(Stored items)
<<<<

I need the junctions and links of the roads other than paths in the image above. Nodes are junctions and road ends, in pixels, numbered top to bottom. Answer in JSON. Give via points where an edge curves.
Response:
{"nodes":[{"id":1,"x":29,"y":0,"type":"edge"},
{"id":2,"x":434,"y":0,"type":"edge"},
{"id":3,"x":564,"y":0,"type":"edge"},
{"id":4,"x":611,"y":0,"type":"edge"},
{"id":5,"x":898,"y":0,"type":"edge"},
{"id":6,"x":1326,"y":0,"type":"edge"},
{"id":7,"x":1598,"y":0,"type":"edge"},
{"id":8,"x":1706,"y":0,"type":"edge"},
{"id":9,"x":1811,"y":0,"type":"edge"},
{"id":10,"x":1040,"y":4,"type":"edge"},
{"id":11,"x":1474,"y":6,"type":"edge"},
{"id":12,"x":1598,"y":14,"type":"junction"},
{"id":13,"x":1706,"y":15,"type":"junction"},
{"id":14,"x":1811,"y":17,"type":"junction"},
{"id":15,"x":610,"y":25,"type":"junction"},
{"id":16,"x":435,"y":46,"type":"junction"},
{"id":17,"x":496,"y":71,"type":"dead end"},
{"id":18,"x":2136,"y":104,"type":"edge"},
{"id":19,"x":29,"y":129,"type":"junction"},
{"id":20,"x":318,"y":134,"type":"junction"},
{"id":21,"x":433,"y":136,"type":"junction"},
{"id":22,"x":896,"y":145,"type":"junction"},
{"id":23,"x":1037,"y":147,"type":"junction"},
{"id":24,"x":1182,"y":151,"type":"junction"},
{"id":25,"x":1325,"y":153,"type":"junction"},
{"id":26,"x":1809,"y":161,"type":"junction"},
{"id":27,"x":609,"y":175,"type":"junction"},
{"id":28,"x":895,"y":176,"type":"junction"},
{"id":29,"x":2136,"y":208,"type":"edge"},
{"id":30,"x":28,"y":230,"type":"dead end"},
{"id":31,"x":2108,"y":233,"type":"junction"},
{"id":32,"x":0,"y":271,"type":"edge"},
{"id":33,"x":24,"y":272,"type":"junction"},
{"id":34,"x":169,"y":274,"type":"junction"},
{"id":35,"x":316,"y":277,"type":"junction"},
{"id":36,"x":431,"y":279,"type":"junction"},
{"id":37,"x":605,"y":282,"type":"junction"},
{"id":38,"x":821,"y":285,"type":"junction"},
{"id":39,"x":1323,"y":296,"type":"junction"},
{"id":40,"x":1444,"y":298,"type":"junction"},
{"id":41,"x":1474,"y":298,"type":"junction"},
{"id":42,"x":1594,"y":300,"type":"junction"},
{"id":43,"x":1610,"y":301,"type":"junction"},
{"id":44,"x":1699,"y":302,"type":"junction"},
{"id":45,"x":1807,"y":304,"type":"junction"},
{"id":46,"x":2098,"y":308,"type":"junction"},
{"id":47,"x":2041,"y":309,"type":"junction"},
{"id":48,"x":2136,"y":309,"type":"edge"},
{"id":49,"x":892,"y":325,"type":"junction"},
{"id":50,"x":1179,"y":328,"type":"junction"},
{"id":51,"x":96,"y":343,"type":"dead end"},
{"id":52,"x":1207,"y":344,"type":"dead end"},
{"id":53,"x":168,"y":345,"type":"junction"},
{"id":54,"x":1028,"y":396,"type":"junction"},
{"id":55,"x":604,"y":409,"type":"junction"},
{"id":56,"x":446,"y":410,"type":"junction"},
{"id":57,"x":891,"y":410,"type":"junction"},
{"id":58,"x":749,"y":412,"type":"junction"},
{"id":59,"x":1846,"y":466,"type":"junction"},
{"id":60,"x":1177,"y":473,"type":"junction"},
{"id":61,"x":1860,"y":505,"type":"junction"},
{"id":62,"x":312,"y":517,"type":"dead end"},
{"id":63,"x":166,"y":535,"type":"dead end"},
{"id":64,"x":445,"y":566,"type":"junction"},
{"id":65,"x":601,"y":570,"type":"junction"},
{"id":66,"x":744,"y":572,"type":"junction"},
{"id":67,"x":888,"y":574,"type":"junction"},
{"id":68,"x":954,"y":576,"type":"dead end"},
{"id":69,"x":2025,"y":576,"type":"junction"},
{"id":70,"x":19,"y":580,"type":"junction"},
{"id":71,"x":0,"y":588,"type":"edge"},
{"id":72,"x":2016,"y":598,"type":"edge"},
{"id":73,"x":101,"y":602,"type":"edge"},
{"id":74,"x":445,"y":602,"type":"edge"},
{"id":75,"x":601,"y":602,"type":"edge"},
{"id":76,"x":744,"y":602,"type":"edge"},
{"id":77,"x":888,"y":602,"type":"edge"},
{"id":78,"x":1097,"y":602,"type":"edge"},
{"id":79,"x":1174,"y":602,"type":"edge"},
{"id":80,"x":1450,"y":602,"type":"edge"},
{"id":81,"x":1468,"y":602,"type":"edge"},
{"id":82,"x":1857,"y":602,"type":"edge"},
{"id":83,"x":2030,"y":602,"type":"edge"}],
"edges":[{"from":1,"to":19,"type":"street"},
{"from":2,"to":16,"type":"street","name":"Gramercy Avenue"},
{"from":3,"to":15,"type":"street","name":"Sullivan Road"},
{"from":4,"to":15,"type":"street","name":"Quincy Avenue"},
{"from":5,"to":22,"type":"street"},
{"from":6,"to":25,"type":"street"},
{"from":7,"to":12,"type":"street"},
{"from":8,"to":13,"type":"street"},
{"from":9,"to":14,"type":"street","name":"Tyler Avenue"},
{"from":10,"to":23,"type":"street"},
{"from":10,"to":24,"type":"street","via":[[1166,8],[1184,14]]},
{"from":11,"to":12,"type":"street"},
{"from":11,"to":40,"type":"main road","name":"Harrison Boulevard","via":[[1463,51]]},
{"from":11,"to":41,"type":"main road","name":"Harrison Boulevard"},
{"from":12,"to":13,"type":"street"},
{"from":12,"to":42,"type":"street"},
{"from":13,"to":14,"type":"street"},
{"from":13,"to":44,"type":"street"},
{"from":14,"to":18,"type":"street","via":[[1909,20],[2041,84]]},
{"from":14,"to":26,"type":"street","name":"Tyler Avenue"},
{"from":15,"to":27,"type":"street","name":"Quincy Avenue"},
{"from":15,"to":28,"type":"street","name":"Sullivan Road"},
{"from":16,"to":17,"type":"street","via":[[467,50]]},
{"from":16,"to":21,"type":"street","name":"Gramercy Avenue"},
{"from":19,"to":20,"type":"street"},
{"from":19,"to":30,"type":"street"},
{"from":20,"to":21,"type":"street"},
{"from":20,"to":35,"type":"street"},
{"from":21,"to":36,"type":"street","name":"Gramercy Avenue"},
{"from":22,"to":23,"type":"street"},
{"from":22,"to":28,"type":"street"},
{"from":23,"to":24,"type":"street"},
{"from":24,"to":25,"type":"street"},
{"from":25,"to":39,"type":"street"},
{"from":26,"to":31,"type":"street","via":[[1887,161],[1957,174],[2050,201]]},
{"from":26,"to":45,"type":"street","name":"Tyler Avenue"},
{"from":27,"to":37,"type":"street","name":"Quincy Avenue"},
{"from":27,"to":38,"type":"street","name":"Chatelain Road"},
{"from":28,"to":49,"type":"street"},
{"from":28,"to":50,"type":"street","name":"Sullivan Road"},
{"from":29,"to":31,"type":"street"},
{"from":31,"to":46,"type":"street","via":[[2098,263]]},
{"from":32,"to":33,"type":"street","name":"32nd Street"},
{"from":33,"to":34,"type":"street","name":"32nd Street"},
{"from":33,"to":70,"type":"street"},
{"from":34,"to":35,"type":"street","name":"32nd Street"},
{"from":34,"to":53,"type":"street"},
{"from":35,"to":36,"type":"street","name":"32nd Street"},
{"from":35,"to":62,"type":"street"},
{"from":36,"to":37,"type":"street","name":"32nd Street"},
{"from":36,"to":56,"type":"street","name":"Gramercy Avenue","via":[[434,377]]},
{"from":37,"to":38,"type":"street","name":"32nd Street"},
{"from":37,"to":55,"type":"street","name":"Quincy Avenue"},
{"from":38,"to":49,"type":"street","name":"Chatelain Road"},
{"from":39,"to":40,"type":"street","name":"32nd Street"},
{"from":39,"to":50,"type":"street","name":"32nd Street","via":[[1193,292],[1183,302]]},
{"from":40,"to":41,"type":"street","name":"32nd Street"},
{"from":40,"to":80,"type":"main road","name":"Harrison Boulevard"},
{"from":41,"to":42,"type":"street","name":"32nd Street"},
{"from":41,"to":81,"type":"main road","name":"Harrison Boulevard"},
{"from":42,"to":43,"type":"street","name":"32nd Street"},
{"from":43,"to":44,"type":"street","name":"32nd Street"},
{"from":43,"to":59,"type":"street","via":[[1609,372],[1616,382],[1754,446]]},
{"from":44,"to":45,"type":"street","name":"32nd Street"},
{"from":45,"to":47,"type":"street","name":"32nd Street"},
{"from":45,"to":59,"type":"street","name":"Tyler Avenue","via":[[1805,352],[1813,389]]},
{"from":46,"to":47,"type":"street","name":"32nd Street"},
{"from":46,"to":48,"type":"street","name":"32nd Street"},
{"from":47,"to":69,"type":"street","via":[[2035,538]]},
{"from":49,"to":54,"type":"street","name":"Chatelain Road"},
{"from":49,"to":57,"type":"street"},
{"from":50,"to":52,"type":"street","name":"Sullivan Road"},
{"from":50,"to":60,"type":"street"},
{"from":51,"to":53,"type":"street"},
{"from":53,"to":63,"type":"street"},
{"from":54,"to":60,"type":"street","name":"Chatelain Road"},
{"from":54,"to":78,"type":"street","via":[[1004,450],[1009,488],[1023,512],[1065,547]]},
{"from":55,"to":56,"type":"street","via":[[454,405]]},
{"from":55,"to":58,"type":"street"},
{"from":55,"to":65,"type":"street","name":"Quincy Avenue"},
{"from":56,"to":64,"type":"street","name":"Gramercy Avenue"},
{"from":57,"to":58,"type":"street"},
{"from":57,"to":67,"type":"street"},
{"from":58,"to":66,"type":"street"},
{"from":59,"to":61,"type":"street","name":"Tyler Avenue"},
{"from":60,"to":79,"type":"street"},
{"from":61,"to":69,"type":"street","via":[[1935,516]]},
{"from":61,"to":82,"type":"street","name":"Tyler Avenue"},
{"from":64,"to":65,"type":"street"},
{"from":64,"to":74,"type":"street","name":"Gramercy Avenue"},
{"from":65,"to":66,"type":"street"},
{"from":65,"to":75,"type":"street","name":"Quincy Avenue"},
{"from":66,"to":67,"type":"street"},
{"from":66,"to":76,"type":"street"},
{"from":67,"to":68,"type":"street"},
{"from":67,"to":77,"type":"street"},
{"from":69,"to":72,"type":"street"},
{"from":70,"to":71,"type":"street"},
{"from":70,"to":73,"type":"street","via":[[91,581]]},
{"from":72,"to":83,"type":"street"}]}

>>>>

Activity:
Using only the data above, copy out the lines that include the word "Sullivan".

Result:
{"from":3,"to":15,"type":"street","name":"Sullivan Road"},
{"from":15,"to":28,"type":"street","name":"Sullivan Road"},
{"from":28,"to":50,"type":"street","name":"Sullivan Road"},
{"from":50,"to":52,"type":"street","name":"Sullivan Road"},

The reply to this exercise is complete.